There are few absolute contraindications to heart-lung transplantation outside of the standard issues such as active or recent malignancy, active high-risk infection or multi-system organ failure. However many centres would be reluctant to offer heart-lung transplant to a patient dependent on veno-arterial extra-corporeal membrane oxygenation (VA-ECMO). This is particularly true for infants supported on VA-ECMO who have a very high pre-transplant mortality (14). This philosophy is changing somewhat in paediatric patients (17) as experience with lung and heart-lung transplantation in adults supported with awake, extubated VA-ECMO increases in high volume centres (18,19). It is important to emphasize that the need for VA-ECMO indicates dual organ failure and carries higher risk of complications and mortality than veno-venous ECMO for isolated respiratory failure with preserved cardiac function. Heart-lung transplantation may be utilized in situations where isolated lung transplant is not an option such as congenital pulmonary vein stenosis previously managed by sutureless repair or other techniques that prevent safe and adequate explantation of the native lungs with preservation of the phrenic nerves. Absence of native intra- and extra-pericardial pulmonary arteries is a contra-indication to isolated heart transplantation that has been addressed by using heart-lung transplantation in patients with lesions such as pulmonary atresia, ventricular septal defect and major aorto-pulmonary collaterals (PA/VSD/MAPCAs). Unfortunately, early outcomes in this patient population are poor due to a high risk of intra-operative exsanguination from extensive systemic to pulmonary collateral vessels, particularly in the setting of previous thoracotomies and sternotomies for palliative or corrective procedures. Consequently many experienced centres consider PA/VSD/MAPCAs to be an absolute contraindication to heart-lung transplantation (20).
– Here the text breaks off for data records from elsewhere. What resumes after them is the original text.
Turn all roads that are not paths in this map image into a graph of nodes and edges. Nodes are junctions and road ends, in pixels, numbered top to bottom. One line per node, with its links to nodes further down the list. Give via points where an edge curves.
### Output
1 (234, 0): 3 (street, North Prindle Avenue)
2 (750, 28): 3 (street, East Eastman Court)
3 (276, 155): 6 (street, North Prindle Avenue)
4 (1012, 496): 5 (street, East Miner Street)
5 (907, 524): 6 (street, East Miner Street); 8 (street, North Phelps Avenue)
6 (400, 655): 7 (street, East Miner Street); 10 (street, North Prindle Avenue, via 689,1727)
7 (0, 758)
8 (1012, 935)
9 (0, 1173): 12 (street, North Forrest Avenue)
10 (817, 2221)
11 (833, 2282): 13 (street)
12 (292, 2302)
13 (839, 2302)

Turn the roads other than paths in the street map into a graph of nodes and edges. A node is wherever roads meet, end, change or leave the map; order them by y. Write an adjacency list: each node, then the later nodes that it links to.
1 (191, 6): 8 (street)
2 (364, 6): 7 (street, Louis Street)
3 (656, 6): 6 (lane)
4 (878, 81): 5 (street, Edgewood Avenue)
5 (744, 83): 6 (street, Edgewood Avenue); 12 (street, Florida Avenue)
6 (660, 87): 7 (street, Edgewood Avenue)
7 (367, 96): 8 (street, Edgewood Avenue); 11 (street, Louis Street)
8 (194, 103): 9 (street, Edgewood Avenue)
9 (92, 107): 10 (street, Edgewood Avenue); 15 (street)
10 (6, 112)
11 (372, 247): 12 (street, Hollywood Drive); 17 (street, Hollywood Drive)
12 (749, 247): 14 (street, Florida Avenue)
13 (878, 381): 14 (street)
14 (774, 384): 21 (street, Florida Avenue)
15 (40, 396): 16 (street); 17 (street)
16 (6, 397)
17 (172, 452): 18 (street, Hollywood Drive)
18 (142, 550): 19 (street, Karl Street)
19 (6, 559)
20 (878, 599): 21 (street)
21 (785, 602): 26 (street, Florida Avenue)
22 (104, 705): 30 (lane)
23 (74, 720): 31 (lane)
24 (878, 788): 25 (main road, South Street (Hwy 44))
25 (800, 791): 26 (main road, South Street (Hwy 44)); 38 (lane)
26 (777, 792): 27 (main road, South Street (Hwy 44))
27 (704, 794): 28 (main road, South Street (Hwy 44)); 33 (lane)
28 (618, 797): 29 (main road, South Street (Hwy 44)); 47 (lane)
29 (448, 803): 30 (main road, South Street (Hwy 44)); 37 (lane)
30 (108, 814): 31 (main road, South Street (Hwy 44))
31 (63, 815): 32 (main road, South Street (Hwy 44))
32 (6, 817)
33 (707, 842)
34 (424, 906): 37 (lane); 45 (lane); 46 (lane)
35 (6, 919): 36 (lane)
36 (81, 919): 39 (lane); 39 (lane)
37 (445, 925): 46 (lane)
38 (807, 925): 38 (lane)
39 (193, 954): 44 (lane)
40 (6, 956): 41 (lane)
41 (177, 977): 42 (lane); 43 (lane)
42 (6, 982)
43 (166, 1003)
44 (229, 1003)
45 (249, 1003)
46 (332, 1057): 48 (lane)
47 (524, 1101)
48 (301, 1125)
It is important to clarify that heart-lung transplantation, like many solid organ transplants, is not a cure but is instead a form of palliation. This is particularly important to emphasize for anyone receiving a lung allograft as median survival following paediatric lung or heart-lung transplant still remains poor at approximately 5 years (6). Despite extensive investigation we remain limited in our ability to prevent or treat the inevitable development of bronchiolitis obliterans syndrome and chronic lung allograft dysfunction. Nevertheless combined heart-lung transplant continues to be a valuable therapeutic option for those with a poor quality of life or at high risk of dying as long as the recipient and their family accept its limitations.
Disclosure: The author declares no conflict of interest.